Return, from the lines below, each one that includes the word "Holly".

◇ ◇ ◇

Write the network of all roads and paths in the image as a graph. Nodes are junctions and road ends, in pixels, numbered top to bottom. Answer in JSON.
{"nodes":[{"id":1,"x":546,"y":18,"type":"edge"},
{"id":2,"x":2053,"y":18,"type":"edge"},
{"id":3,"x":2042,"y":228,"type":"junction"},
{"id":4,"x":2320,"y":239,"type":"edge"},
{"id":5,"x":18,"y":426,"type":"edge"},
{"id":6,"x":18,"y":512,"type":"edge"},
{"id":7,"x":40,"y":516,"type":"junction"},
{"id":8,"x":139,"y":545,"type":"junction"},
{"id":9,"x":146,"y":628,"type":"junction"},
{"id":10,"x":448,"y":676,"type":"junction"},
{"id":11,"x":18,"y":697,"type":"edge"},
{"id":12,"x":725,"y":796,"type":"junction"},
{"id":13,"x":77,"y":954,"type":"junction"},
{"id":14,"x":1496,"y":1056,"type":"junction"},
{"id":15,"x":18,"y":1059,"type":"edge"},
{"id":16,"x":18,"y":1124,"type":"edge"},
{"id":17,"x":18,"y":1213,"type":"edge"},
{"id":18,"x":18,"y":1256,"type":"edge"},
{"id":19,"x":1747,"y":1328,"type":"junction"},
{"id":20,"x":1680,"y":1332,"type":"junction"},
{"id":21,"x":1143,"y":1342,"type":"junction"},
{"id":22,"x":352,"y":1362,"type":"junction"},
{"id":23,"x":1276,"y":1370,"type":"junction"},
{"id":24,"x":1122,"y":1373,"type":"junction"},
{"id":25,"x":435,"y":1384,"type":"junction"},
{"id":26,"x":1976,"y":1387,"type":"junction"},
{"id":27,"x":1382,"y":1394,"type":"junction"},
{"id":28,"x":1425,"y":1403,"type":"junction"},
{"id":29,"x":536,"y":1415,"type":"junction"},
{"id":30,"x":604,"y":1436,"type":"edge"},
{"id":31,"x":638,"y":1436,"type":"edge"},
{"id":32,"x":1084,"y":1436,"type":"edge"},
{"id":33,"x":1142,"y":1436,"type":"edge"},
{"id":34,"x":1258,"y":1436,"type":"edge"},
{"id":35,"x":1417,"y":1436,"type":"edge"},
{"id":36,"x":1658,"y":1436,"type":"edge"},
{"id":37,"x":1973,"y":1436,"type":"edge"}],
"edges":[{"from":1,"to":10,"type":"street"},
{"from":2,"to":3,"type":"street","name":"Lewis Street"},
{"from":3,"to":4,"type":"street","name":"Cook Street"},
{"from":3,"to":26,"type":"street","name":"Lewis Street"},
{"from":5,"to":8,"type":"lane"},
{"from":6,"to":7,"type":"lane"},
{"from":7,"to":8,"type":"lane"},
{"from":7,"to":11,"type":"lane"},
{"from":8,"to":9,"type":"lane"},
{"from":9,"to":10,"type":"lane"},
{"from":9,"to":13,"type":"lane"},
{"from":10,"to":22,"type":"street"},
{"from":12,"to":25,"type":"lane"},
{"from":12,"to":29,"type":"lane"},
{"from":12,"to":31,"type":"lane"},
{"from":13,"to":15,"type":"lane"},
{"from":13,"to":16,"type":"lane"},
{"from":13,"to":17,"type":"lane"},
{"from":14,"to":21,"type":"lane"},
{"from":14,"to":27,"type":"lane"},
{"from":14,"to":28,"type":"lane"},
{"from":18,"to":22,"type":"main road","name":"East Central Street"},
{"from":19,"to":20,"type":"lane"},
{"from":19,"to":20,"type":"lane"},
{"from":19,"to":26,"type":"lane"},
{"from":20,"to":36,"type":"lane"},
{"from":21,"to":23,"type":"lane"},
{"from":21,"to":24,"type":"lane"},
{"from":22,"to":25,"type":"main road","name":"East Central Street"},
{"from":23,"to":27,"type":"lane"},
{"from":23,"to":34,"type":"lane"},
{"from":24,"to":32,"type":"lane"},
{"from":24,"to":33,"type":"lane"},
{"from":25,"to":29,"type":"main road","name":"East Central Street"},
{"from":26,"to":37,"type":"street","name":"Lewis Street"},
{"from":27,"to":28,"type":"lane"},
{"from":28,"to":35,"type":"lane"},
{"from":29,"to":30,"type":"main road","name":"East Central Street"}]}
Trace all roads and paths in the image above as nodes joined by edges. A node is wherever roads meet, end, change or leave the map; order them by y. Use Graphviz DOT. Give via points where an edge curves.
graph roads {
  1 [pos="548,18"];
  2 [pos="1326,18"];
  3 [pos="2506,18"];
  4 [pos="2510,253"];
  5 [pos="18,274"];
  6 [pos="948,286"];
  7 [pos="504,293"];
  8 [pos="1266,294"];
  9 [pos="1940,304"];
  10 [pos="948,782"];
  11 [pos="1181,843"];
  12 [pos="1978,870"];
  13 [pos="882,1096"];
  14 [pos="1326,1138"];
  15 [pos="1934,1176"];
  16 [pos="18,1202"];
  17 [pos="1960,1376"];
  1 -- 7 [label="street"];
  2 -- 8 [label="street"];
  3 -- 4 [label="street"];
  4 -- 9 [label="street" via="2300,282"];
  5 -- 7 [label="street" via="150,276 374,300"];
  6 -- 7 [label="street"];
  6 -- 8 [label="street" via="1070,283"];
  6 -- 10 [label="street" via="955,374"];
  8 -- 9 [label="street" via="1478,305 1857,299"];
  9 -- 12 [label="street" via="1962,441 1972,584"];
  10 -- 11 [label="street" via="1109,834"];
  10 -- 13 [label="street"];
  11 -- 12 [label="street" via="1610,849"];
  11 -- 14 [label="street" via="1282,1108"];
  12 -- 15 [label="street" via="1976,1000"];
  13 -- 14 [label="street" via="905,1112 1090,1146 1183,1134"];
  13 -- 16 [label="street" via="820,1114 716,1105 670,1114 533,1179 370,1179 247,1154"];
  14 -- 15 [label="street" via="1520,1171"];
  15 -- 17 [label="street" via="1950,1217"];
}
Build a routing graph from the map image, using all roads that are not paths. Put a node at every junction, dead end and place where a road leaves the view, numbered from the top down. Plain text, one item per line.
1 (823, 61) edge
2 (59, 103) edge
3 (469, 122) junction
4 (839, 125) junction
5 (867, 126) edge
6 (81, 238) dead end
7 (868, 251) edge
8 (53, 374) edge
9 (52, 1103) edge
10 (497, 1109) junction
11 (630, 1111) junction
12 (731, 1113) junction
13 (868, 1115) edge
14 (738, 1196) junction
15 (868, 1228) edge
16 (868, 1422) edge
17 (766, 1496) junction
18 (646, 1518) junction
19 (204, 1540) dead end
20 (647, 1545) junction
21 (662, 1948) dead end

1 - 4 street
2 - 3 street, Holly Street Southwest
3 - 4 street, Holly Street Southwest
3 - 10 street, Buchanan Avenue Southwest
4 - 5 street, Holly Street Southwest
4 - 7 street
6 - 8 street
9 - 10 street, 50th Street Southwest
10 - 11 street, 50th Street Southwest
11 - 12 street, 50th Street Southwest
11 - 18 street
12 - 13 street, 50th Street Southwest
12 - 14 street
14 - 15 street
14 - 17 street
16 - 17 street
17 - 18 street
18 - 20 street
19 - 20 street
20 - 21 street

◇ ◇ ◇

• Answer to this problem
2 - 3 street, Holly Street Southwest
3 - 4 street, Holly Street Southwest
4 - 5 street, Holly Street Southwest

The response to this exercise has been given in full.